United States: The Treasury Department issued an update on its negotiations with members of the OECD and the Administration’s support for a global minimum tax of at least 15 percent. The Treasury update explains that 15 percent “is a floor and that discussions should continue to be ambitious and push that rate higher.” The Biden Administration has proposed a 21 percent minimum tax rate on the foreign income of US corporations.
Congressional Action: SFC Ranking Member Crapo (R-ID) sent a letter to Treasury Secretary Yellen on the OECD negotiations in which he asked for more details on new proposals the US recently presented to its negotiating partners. His letter included a number of questions for which he requested a response by June 4th.
European Union: The EU approved the development of a new digital services tax in July of 2020, and a EC official has now said that the EU tax will be broadly based so as not to discriminate against US companies.

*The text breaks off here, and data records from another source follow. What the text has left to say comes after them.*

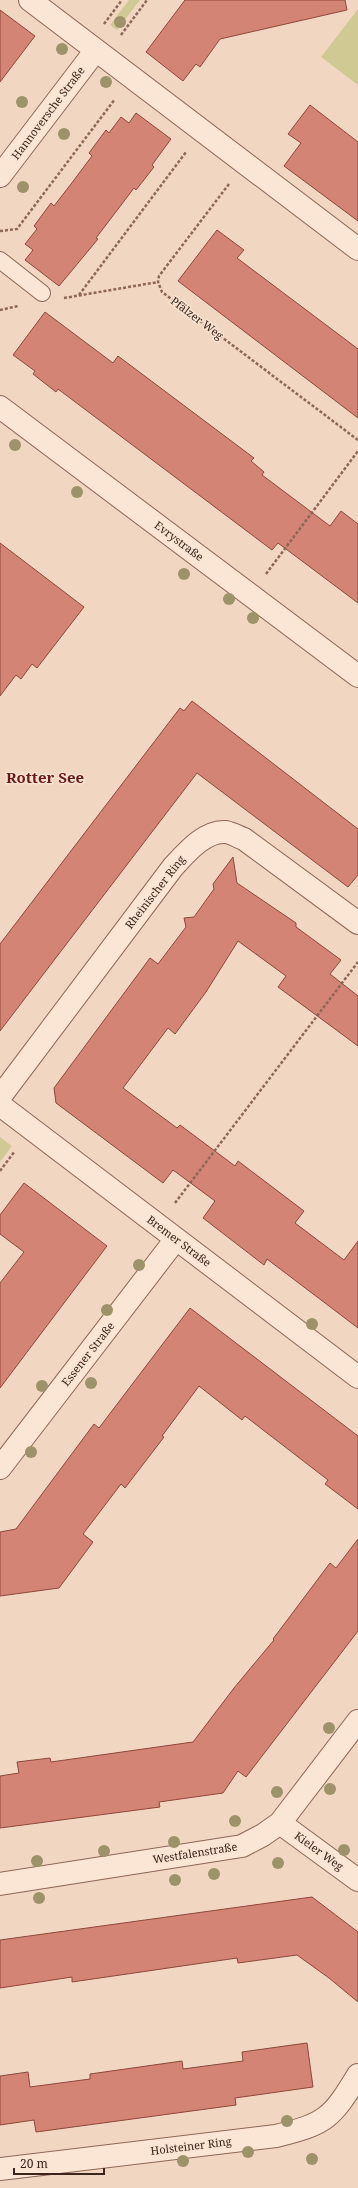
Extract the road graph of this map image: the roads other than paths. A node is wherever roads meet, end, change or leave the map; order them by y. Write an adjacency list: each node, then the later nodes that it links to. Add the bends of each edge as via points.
1 (30, 0): 2 (street)
2 (101, 53): 3 (street, Hannoversche Straße); 4 (street)
3 (0, 176)
4 (358, 249)
5 (0, 260): 6 (lane)
6 (42, 293)
7 (0, 407): 8 (street, Evrystraße)
8 (358, 676)
9 (358, 924): 10 (street, Rheinischer Ring, via 244,839 226,832 211,834 190,849 173,867)
10 (0, 1097)
11 (0, 1105): 12 (street, Bremer Straße)
12 (176, 1239): 13 (street, Bremer Straße); 14 (street, Essener Straße)
13 (358, 1377)
14 (0, 1468)
15 (358, 1721): 16 (street, Westfalenstraße)
16 (280, 1823): 17 (street, Kieler Weg); 18 (street, Westfalenstraße, via 242,1846)
17 (358, 1880)
18 (0, 1884)
19 (358, 2075): 20 (street, Holsteiner Ring, via 343,2100 327,2118 308,2128 276,2136)
20 (0, 2169)

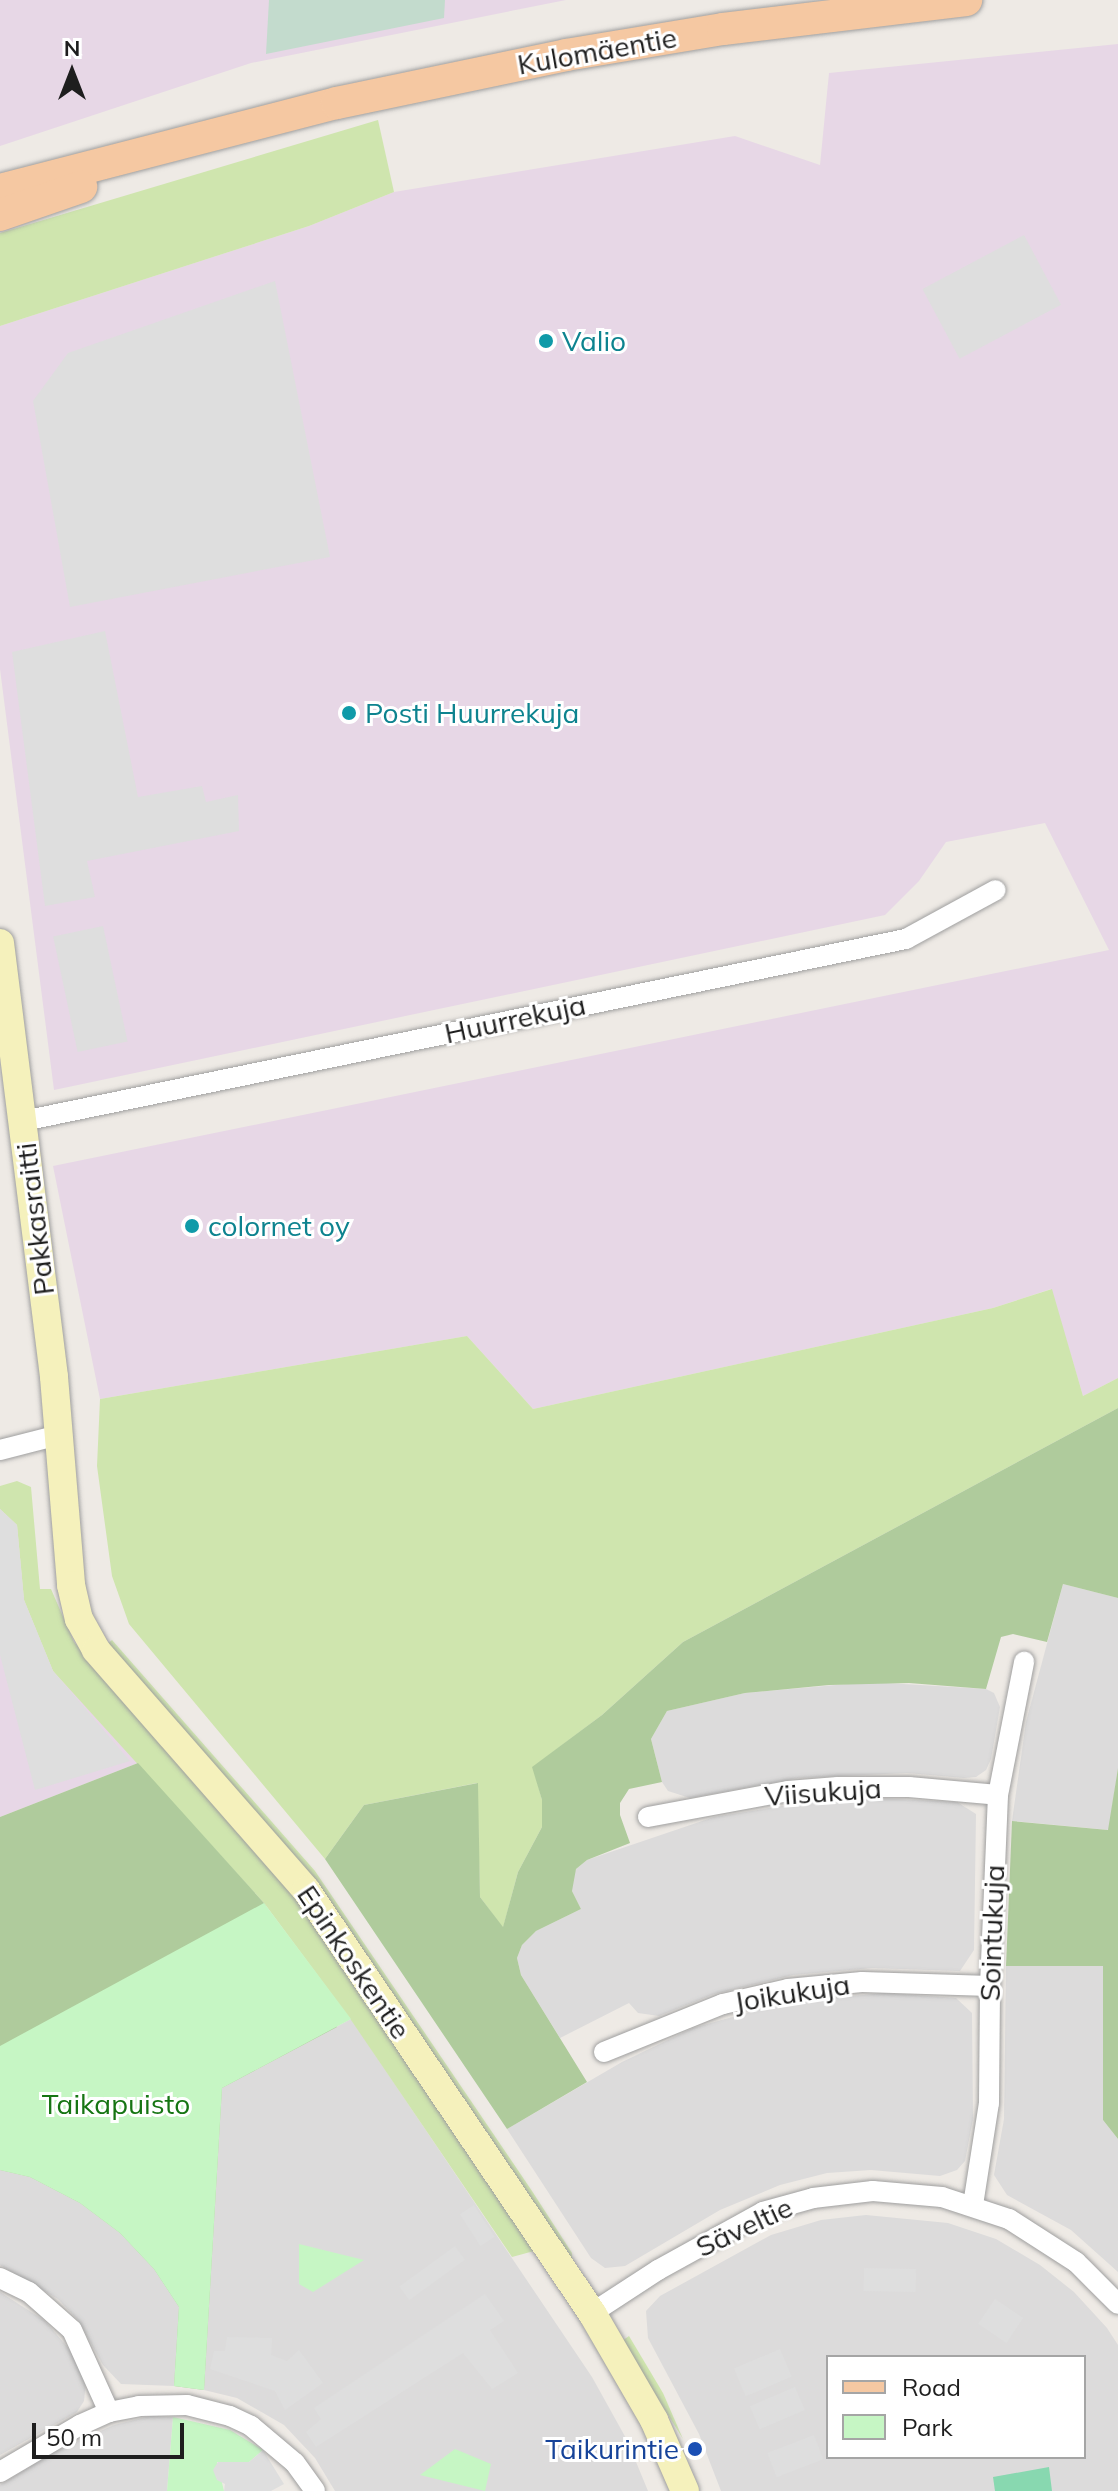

New Corporate Tax Framework: The EU presented plans for a new corporate tax framework titled “Business in Europe: Framework for Income Taxation” that would create a single corporate tax rulebook and reallocate profits between member states. The proposal will not be presented in detail until 2023, and it will face a challenge in that unanimity is required among member states on taxation issues. The European Commission has, however, suggested it might use a Treaty clause to override the need for unanimity if these is a risk of serious distortion of the single market. The Commission plan would allow a group or company to determine its tax liability in each member state according to a single set of rules, which could lead to big companies filing a single EU tax return. The EU also announced that it will set out a agenda for shorter term changes to the tax rules, including proposing legislation to combat the misuse of shell companies and creating incentives for companies to favor equity more than debt.
Country-by-country tax reports: EU member countries met with members of the EU Parliament on June 1st to discuss a proposal they have approved to make public the tax report of large multinationals. Companies with consolidated revenue of more than 750 million euros already have to report their activities to national tax authorities on a per-country basis where they operate, and this proposal would make those reports public. The proposal must be agreed to and ratified jointly by the European Parliament and the Council of the EU.
Amazon case in the EU General Court: The EU General Court has found that EU regulators failed to show that the Amazon was given special treatment by Luxembourg’s tax authority in violation of state-aid rules. The case was brought by the EU competition chief as part of an effort to target preferential fiscal deals.